Source material Start Marker

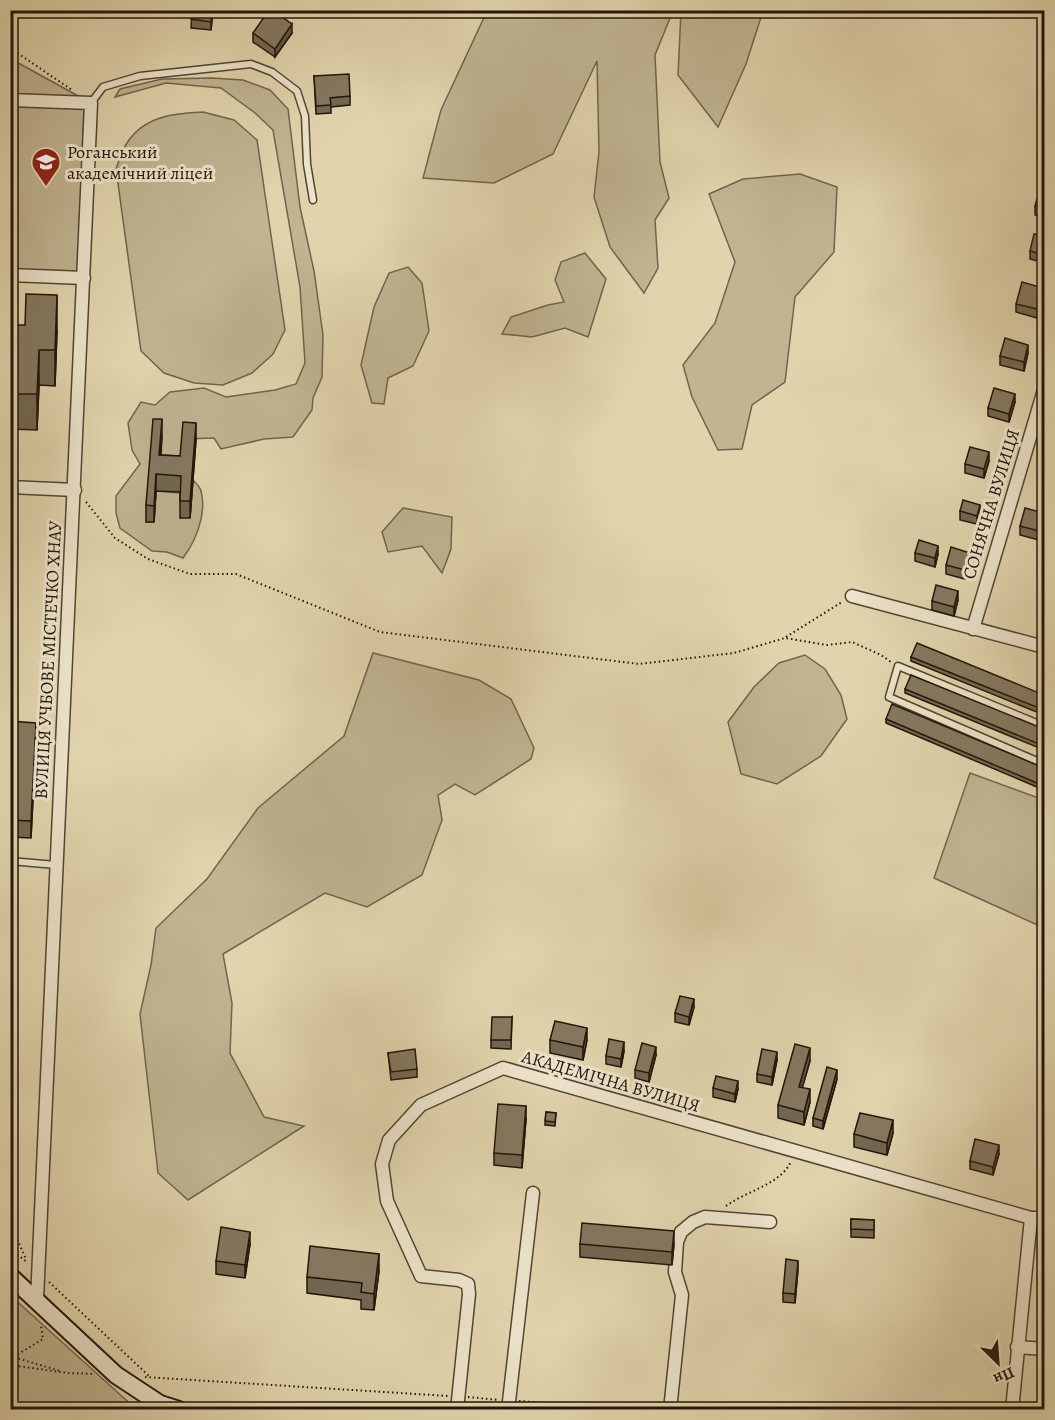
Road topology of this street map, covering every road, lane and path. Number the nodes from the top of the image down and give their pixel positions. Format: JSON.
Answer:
{"nodes":[{"id":1,"x":10,"y":48,"type":"edge"},
{"id":2,"x":72,"y":90,"type":"dead end"},
{"id":3,"x":10,"y":100,"type":"edge"},
{"id":4,"x":91,"y":103,"type":"junction"},
{"id":5,"x":313,"y":200,"type":"dead end"},
{"id":6,"x":10,"y":275,"type":"edge"},
{"id":7,"x":84,"y":278,"type":"junction"},
{"id":8,"x":1044,"y":390,"type":"edge"},
{"id":9,"x":10,"y":487,"type":"edge"},
{"id":10,"x":75,"y":490,"type":"junction"},
{"id":11,"x":852,"y":596,"type":"joint"},
{"id":12,"x":972,"y":629,"type":"junction"},
{"id":13,"x":785,"y":638,"type":"junction"},
{"id":14,"x":1044,"y":647,"type":"edge"},
{"id":15,"x":898,"y":666,"type":"junction"},
{"id":16,"x":1044,"y":726,"type":"edge"},
{"id":17,"x":1044,"y":764,"type":"edge"},
{"id":18,"x":10,"y":861,"type":"edge"},
{"id":19,"x":56,"y":865,"type":"junction"},
{"id":20,"x":794,"y":1152,"type":"junction"},
{"id":21,"x":532,"y":1193,"type":"dead end"},
{"id":22,"x":712,"y":1217,"type":"junction"},
{"id":23,"x":1031,"y":1218,"type":"junction"},
{"id":24,"x":1044,"y":1218,"type":"edge"},
{"id":25,"x":770,"y":1222,"type":"dead end"},
{"id":26,"x":10,"y":1223,"type":"edge"},
{"id":27,"x":10,"y":1249,"type":"edge"},
{"id":28,"x":38,"y":1273,"type":"junction"},
{"id":29,"x":10,"y":1276,"type":"edge"},
{"id":30,"x":37,"y":1300,"type":"junction"},
{"id":31,"x":1017,"y":1347,"type":"junction"},
{"id":32,"x":1044,"y":1349,"type":"edge"},
{"id":33,"x":12,"y":1357,"type":"edge"},
{"id":34,"x":10,"y":1365,"type":"edge"},
{"id":35,"x":68,"y":1373,"type":"junction"},
{"id":36,"x":116,"y":1375,"type":"junction"},
{"id":37,"x":139,"y":1377,"type":"dead end"},
{"id":38,"x":151,"y":1377,"type":"junction"},
{"id":39,"x":459,"y":1396,"type":"junction"},
{"id":40,"x":509,"y":1405,"type":"edge"},
{"id":41,"x":179,"y":1410,"type":"edge"},
{"id":42,"x":457,"y":1410,"type":"edge"},
{"id":43,"x":639,"y":1410,"type":"edge"},
{"id":44,"x":670,"y":1410,"type":"edge"},
{"id":45,"x":1012,"y":1410,"type":"edge"}],
"edges":[{"from":1,"to":2,"type":"path"},
{"from":3,"to":4,"type":"street"},
{"from":4,"to":5,"type":"lane"},
{"from":4,"to":7,"type":"street","name":"ВУЛИЦЯ УЧБОВЕ МІСТЕЧКО ХНАУ"},
{"from":6,"to":7,"type":"street"},
{"from":7,"to":10,"type":"street","name":"ВУЛИЦЯ УЧБОВЕ МІСТЕЧКО ХНАУ"},
{"from":8,"to":12,"type":"street","name":"СОНЯЧНА ВУЛИЦЯ"},
{"from":9,"to":10,"type":"street"},
{"from":10,"to":13,"type":"path"},
{"from":10,"to":19,"type":"street","name":"ВУЛИЦЯ УЧБОВЕ МІСТЕЧКО ХНАУ"},
{"from":11,"to":12,"type":"street"},
{"from":11,"to":13,"type":"path"},
{"from":12,"to":14,"type":"street"},
{"from":13,"to":15,"type":"path"},
{"from":15,"to":16,"type":"lane"},
{"from":15,"to":17,"type":"lane"},
{"from":18,"to":19,"type":"lane"},
{"from":19,"to":28,"type":"street","name":"ВУЛИЦЯ УЧБОВЕ МІСТЕЧКО ХНАУ"},
{"from":20,"to":22,"type":"path"},
{"from":20,"to":23,"type":"street","name":"АКАДЕМІЧНА ВУЛИЦЯ"},
{"from":20,"to":39,"type":"street","name":"АКАДЕМІЧНА ВУЛИЦЯ"},
{"from":21,"to":40,"type":"street"},
{"from":22,"to":25,"type":"street"},
{"from":22,"to":44,"type":"street"},
{"from":23,"to":24,"type":"street","name":"АКАДЕМІЧНА ВУЛИЦЯ"},
{"from":23,"to":31,"type":"street"},
{"from":26,"to":27,"type":"path"},
{"from":28,"to":30,"type":"street","name":"ВУЛИЦЯ УЧБОВЕ МІСТЕЧКО ХНАУ"},
{"from":28,"to":38,"type":"path"},
{"from":29,"to":30,"type":"street"},
{"from":30,"to":33,"type":"path"},
{"from":30,"to":36,"type":"street"},
{"from":31,"to":32,"type":"street"},
{"from":31,"to":45,"type":"street"},
{"from":33,"to":35,"type":"path"},
{"from":34,"to":35,"type":"path"},
{"from":35,"to":36,"type":"path"},
{"from":36,"to":41,"type":"street"},
{"from":37,"to":38,"type":"path"},
{"from":38,"to":39,"type":"path"},
{"from":39,"to":40,"type":"path"},
{"from":39,"to":42,"type":"street","name":"АКАДЕМІЧНА ВУЛИЦЯ"},
{"from":40,"to":43,"type":"path"}]}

Source material End Marker

* What is required
Omit the pictures. Repeat the rest of the data exactly.

* Expected answer
Road topology of this street map, covering every road, lane and path. Number the nodes from the top of the image down and give their pixel positions. Format: JSON.
Answer:
{"nodes":[{"id":1,"x":10,"y":48,"type":"edge"},
{"id":2,"x":72,"y":90,"type":"dead end"},
{"id":3,"x":10,"y":100,"type":"edge"},
{"id":4,"x":91,"y":103,"type":"junction"},
{"id":5,"x":313,"y":200,"type":"dead end"},
{"id":6,"x":10,"y":275,"type":"edge"},
{"id":7,"x":84,"y":278,"type":"junction"},
{"id":8,"x":1044,"y":390,"type":"edge"},
{"id":9,"x":10,"y":487,"type":"edge"},
{"id":10,"x":75,"y":490,"type":"junction"},
{"id":11,"x":852,"y":596,"type":"joint"},
{"id":12,"x":972,"y":629,"type":"junction"},
{"id":13,"x":785,"y":638,"type":"junction"},
{"id":14,"x":1044,"y":647,"type":"edge"},
{"id":15,"x":898,"y":666,"type":"junction"},
{"id":16,"x":1044,"y":726,"type":"edge"},
{"id":17,"x":1044,"y":764,"type":"edge"},
{"id":18,"x":10,"y":861,"type":"edge"},
{"id":19,"x":56,"y":865,"type":"junction"},
{"id":20,"x":794,"y":1152,"type":"junction"},
{"id":21,"x":532,"y":1193,"type":"dead end"},
{"id":22,"x":712,"y":1217,"type":"junction"},
{"id":23,"x":1031,"y":1218,"type":"junction"},
{"id":24,"x":1044,"y":1218,"type":"edge"},
{"id":25,"x":770,"y":1222,"type":"dead end"},
{"id":26,"x":10,"y":1223,"type":"edge"},
{"id":27,"x":10,"y":1249,"type":"edge"},
{"id":28,"x":38,"y":1273,"type":"junction"},
{"id":29,"x":10,"y":1276,"type":"edge"},
{"id":30,"x":37,"y":1300,"type":"junction"},
{"id":31,"x":1017,"y":1347,"type":"junction"},
{"id":32,"x":1044,"y":1349,"type":"edge"},
{"id":33,"x":12,"y":1357,"type":"edge"},
{"id":34,"x":10,"y":1365,"type":"edge"},
{"id":35,"x":68,"y":1373,"type":"junction"},
{"id":36,"x":116,"y":1375,"type":"junction"},
{"id":37,"x":139,"y":1377,"type":"dead end"},
{"id":38,"x":151,"y":1377,"type":"junction"},
{"id":39,"x":459,"y":1396,"type":"junction"},
{"id":40,"x":509,"y":1405,"type":"edge"},
{"id":41,"x":179,"y":1410,"type":"edge"},
{"id":42,"x":457,"y":1410,"type":"edge"},
{"id":43,"x":639,"y":1410,"type":"edge"},
{"id":44,"x":670,"y":1410,"type":"edge"},
{"id":45,"x":1012,"y":1410,"type":"edge"}],
"edges":[{"from":1,"to":2,"type":"path"},
{"from":3,"to":4,"type":"street"},
{"from":4,"to":5,"type":"lane"},
{"from":4,"to":7,"type":"street","name":"ВУЛИЦЯ УЧБОВЕ МІСТЕЧКО ХНАУ"},
{"from":6,"to":7,"type":"street"},
{"from":7,"to":10,"type":"street","name":"ВУЛИЦЯ УЧБОВЕ МІСТЕЧКО ХНАУ"},
{"from":8,"to":12,"type":"street","name":"СОНЯЧНА ВУЛИЦЯ"},
{"from":9,"to":10,"type":"street"},
{"from":10,"to":13,"type":"path"},
{"from":10,"to":19,"type":"street","name":"ВУЛИЦЯ УЧБОВЕ МІСТЕЧКО ХНАУ"},
{"from":11,"to":12,"type":"street"},
{"from":11,"to":13,"type":"path"},
{"from":12,"to":14,"type":"street"},
{"from":13,"to":15,"type":"path"},
{"from":15,"to":16,"type":"lane"},
{"from":15,"to":17,"type":"lane"},
{"from":18,"to":19,"type":"lane"},
{"from":19,"to":28,"type":"street","name":"ВУЛИЦЯ УЧБОВЕ МІСТЕЧКО ХНАУ"},
{"from":20,"to":22,"type":"path"},
{"from":20,"to":23,"type":"street","name":"АКАДЕМІЧНА ВУЛИЦЯ"},
{"from":20,"to":39,"type":"street","name":"АКАДЕМІЧНА ВУЛИЦЯ"},
{"from":21,"to":40,"type":"street"},
{"from":22,"to":25,"type":"street"},
{"from":22,"to":44,"type":"street"},
{"from":23,"to":24,"type":"street","name":"АКАДЕМІЧНА ВУЛИЦЯ"},
{"from":23,"to":31,"type":"street"},
{"from":26,"to":27,"type":"path"},
{"from":28,"to":30,"type":"street","name":"ВУЛИЦЯ УЧБОВЕ МІСТЕЧКО ХНАУ"},
{"from":28,"to":38,"type":"path"},
{"from":29,"to":30,"type":"street"},
{"from":30,"to":33,"type":"path"},
{"from":30,"to":36,"type":"street"},
{"from":31,"to":32,"type":"street"},
{"from":31,"to":45,"type":"street"},
{"from":33,"to":35,"type":"path"},
{"from":34,"to":35,"type":"path"},
{"from":35,"to":36,"type":"path"},
{"from":36,"to":41,"type":"street"},
{"from":37,"to":38,"type":"path"},
{"from":38,"to":39,"type":"path"},
{"from":39,"to":40,"type":"path"},
{"from":39,"to":42,"type":"street","name":"АКАДЕМІЧНА ВУЛИЦЯ"},
{"from":40,"to":43,"type":"path"}]}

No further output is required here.